More specifically, we follow Stefano Tessaro and William Cohen's policy in this class:
You cannot copy the code or answers to homework questions or exams from your classmates or from other sources; You may discuss course materials and assignments with your classmate, but you cannot write anything down. You must write down the answers / code independently. The presence or absence of any form of help or collaboration, whether given or received, must be explicitly stated and disclosed in full by all involved, on the first page of their assignment. Specifically, each assignment solution must start by answering the following questions:
- (1) Did you receive any help whatsoever from anyone in solving this assignment? Yes / No.
- If you answered 'yes', give full details: (e.g. ``Jane explained to me what is asked in Question 3.4")
- (2) Did you give any help whatsoever to anyone in solving this assignment? Yes / No.

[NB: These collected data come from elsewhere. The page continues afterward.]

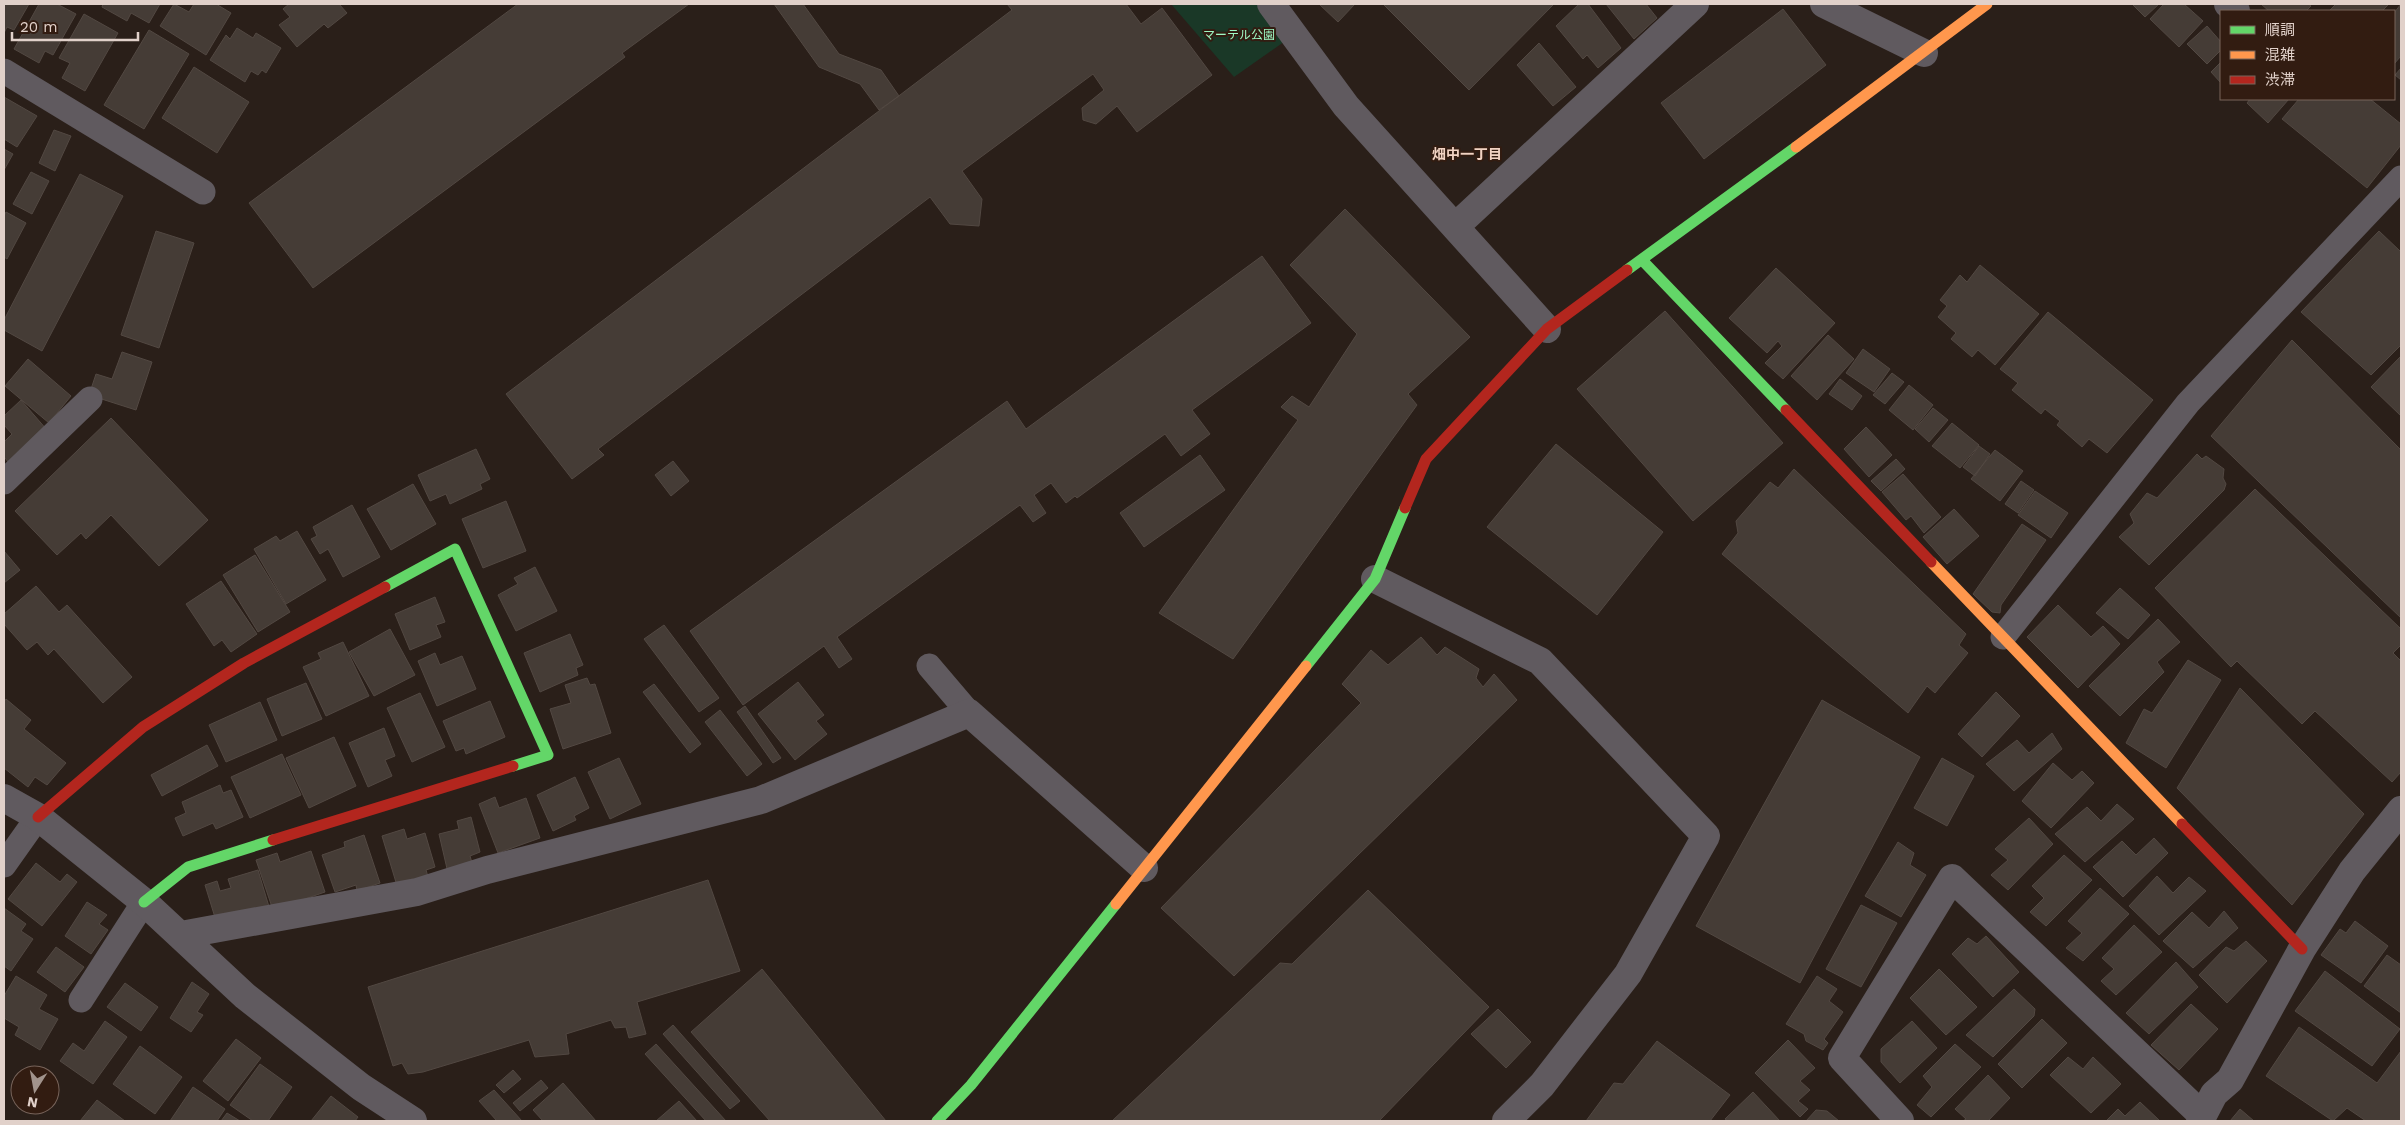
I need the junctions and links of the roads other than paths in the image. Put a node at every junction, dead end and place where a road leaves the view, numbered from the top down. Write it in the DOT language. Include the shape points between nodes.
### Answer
graph roads {
  1 [pos="1271,4"];
  2 [pos="1695,4"];
  3 [pos="1824,4"];
  4 [pos="1987,4"];
  5 [pos="1924,53"];
  6 [pos="4,71"];
  7 [pos="2401,178"];
  8 [pos="203,192"];
  9 [pos="1456,226"];
  10 [pos="1642,260"];
  11 [pos="1548,329"];
  12 [pos="90,399"];
  13 [pos="4,482"];
  14 [pos="1375,579"];
  15 [pos="2003,637"];
  16 [pos="929,666"];
  17 [pos="969,713"];
  18 [pos="4,798"];
  19 [pos="2401,810"];
  20 [pos="38,817"];
  21 [pos="4,865"];
  22 [pos="1144,868"];
  23 [pos="144,902"];
  24 [pos="181,935"];
  25 [pos="2302,949"];
  26 [pos="81,1000"];
  27 [pos="2202,1119"];
  28 [pos="413,1121"];
  29 [pos="937,1121"];
  30 [pos="1506,1121"];
  31 [pos="1900,1121"];
  1 -- 9 [label="street" via="1346,106"];
  2 -- 9 [label="street"];
  3 -- 5 [label="street"];
  4 -- 5 [label="street"];
  5 -- 10 [label="street"];
  6 -- 8 [label="lane"];
  7 -- 15 [label="lane" via="2188,403"];
  9 -- 11 [label="street"];
  10 -- 11 [label="street"];
  10 -- 15 [label="street"];
  11 -- 14 [label="street" via="1426,459"];
  12 -- 13 [label="lane"];
  14 -- 22 [label="street"];
  14 -- 30 [label="street" via="1540,661 1706,836 1628,974 1542,1085"];
  15 -- 25 [label="street"];
  16 -- 17 [label="lane"];
  17 -- 22 [label="street"];
  17 -- 24 [label="street" via="760,800 487,870 417,892"];
  18 -- 20 [label="street"];
  19 -- 25 [label="street" via="2352,870"];
  20 -- 21 [label="lane"];
  20 -- 23 [label="street"];
  20 -- 23 [label="street" via="143,728 218,679 455,549 548,755 188,867"];
  22 -- 29 [label="street" via="971,1084"];
  23 -- 24 [label="street"];
  23 -- 26 [label="lane"];
  24 -- 28 [label="street" via="245,996 361,1087"];
  25 -- 27 [label="street" via="2230,1080 2214,1094"];
  27 -- 31 [label="street" via="1952,878 1842,1058"];
}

- If you answered 'yes', give full details: (e.g. ``I pointed Joe to section 2.3 to help him with Question 2".
- No electronics are allowed during exams, but you may prepare an A4-sized note and bring it the exam.
- If you have questions, often ask the teaching staff.
Academic dishonesty will be reported to the highest line of command at UCSB. Students who engage in such activities will receive an F grade automatically.
Accessibility
Students with documented disability are asked to contact the DSP office to arrange the necessary academic accommodations.
Discussions
All discussions and questions should be posted on our course Piazza site.